Linux userland API discussions
 help / color / mirror / Atom feed
From: "John Ericson" <mail@johnericson.me>
To: "Al Viro" <viro@zeniv.linux.org.uk>
Cc: "Andy Lutomirski" <luto@kernel.org>, "Li Chen" <me@linux.beauty>,
	"Cong Wang" <cwang@multikernel.io>,
	"Christian Brauner" <brauner@kernel.org>,
	linux-arch <linux-arch@vger.kernel.org>,
	LKML <linux-kernel@vger.kernel.org>,
	linux-fsdevel <linux-fsdevel@vger.kernel.org>,
	linux-api <linux-api@vger.kernel.org>,
	"Arnd Bergmann" <arnd@arndb.de>,
	"Thomas Gleixner" <tglx@kernel.org>,
	"Ingo Molnar" <mingo@redhat.com>,
	"Borislav Petkov" <bp@alien8.de>,
	"Dave Hansen" <dave.hansen@linux.intel.com>,
	"H. Peter Anvin" <hpa@zytor.com>, "Jan Kara" <jack@suse.cz>,
	"Jonathan Corbet" <corbet@lwn.net>,
	"Shuah Khan" <skhan@linuxfoundation.org>,
	"Kees Cook" <kees@kernel.org>,
	"Sergei Zimmerman" <sergei@zimmerman.foo>,
	"Farid Zakaria" <farid.m.zakaria@gmail.com>
Subject: Re: [RFC] Null Namespaces
Date: Fri, 26 Jun 2026 12:26:09 -0400	[thread overview]
Message-ID: <ba6be060-2dd8-4cda-ac73-4b154f968692@app.fastmail.com> (raw)
In-Reply-To: <20260626001538.GO2636677@ZenIV>

On Thu, Jun 25, 2026, at 8:15 PM, Al Viro wrote:
> On Wed, Jun 24, 2026 at 11:41:07PM -0400, John Ericson wrote:
>
> > But I don't want that global state.
>
> Don't use it, then... out of curiosity, does that extend to stdout et.al.?

Good question; it turns out I like the standard streams much better!

First of all, the standard streams are just an idiom --- there is
nothing actually special about file descriptors 0, 1, and 2. That's a
clean design --- the kernel doesn't need to know about userspace idioms.

Second of all, if you don't want any of those, you can just close 'em!
You can't do that with the cwd, however. It's stuck open.

Ideally `*at` would have been with us from the beginning, and, say, file
descriptor 3 would have been the "current working directory" merely by
convention.

> Would that kind of thing added kernel-side assist the development of such
> library?  Maybe, but I wouldn't bet too much on that - if you start from
> scratch, you can trivially verify that you don't even attempt given
> set of syscalls and if you use libc as a starting point, you get to
> debug all the failure exits you've added...

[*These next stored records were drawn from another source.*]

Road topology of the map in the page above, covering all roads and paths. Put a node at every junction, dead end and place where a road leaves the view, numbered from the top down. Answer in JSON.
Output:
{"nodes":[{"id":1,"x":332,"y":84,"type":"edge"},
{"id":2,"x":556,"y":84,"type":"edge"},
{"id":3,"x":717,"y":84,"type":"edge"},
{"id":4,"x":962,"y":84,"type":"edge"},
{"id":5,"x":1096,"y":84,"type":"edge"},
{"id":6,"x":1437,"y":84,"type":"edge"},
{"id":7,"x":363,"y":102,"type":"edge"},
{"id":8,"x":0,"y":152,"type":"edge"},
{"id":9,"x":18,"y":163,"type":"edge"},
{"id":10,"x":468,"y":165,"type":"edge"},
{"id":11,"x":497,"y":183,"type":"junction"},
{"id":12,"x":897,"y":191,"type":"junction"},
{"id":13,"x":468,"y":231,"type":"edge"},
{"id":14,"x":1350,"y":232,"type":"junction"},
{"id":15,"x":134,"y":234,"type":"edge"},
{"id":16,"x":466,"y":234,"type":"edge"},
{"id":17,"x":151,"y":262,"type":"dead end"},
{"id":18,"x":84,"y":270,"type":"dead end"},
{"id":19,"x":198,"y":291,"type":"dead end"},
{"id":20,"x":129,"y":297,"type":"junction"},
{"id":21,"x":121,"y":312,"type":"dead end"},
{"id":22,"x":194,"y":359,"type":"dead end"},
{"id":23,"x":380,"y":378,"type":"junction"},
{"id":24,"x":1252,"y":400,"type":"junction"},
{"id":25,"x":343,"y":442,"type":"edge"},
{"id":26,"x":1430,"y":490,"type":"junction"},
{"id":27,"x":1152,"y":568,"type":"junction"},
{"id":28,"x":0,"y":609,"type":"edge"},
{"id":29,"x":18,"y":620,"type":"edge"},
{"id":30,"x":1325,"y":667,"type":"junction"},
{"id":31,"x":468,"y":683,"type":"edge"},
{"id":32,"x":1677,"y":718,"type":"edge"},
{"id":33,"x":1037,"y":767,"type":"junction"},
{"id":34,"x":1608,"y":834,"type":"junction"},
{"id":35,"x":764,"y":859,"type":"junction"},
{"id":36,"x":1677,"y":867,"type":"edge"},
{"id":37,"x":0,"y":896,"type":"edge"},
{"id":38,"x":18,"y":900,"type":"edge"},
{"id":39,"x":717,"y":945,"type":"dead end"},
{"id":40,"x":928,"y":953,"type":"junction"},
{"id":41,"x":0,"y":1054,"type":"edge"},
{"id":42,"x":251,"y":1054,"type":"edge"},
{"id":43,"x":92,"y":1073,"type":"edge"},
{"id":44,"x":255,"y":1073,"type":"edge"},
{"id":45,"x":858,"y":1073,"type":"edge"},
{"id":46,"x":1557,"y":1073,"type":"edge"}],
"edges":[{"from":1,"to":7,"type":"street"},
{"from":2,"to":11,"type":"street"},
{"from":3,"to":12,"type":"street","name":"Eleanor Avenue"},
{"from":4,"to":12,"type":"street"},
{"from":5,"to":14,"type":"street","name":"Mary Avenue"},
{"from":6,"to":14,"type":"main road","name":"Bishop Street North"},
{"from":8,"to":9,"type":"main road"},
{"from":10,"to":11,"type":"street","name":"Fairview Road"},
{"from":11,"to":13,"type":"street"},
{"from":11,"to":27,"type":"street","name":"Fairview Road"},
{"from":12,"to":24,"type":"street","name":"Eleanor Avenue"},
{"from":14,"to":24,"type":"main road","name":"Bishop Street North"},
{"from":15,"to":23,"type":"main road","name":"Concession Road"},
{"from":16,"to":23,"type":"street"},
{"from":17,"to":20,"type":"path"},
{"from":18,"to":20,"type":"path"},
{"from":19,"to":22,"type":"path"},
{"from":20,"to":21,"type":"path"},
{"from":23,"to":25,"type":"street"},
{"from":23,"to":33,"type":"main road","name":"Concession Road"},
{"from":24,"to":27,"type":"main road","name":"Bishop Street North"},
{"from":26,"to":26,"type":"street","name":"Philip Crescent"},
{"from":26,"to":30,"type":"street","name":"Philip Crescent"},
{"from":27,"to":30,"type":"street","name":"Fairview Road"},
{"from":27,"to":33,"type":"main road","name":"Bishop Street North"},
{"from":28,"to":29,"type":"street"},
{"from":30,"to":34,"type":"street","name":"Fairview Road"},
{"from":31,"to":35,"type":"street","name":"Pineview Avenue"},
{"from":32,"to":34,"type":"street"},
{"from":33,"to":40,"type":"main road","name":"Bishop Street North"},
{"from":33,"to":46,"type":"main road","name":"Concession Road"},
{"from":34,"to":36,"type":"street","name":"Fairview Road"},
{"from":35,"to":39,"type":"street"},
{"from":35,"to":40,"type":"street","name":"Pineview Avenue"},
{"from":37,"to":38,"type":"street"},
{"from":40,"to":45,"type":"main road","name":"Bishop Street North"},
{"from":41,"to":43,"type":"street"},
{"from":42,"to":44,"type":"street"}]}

First of all, I am trying to change what processes are allowed to do,
and this includes programs I did not write. A libc-based solution is the
program cooperating with its own sandboxing; this is not a solution for
running arbitrary programs which may not be trusted in a restricted
manner.

Second of all, this would be very laborious in practice, because we're
talking not about what syscalls the program uses, but about what data is
passed in those syscalls. Any program that consumes arbitrary user input
(like shell utilities) might receive an absolute or relative path, and
so it would have to manually check for that, lest the user input "trick"
the program into using the root dir and cwd it is trying to ignore.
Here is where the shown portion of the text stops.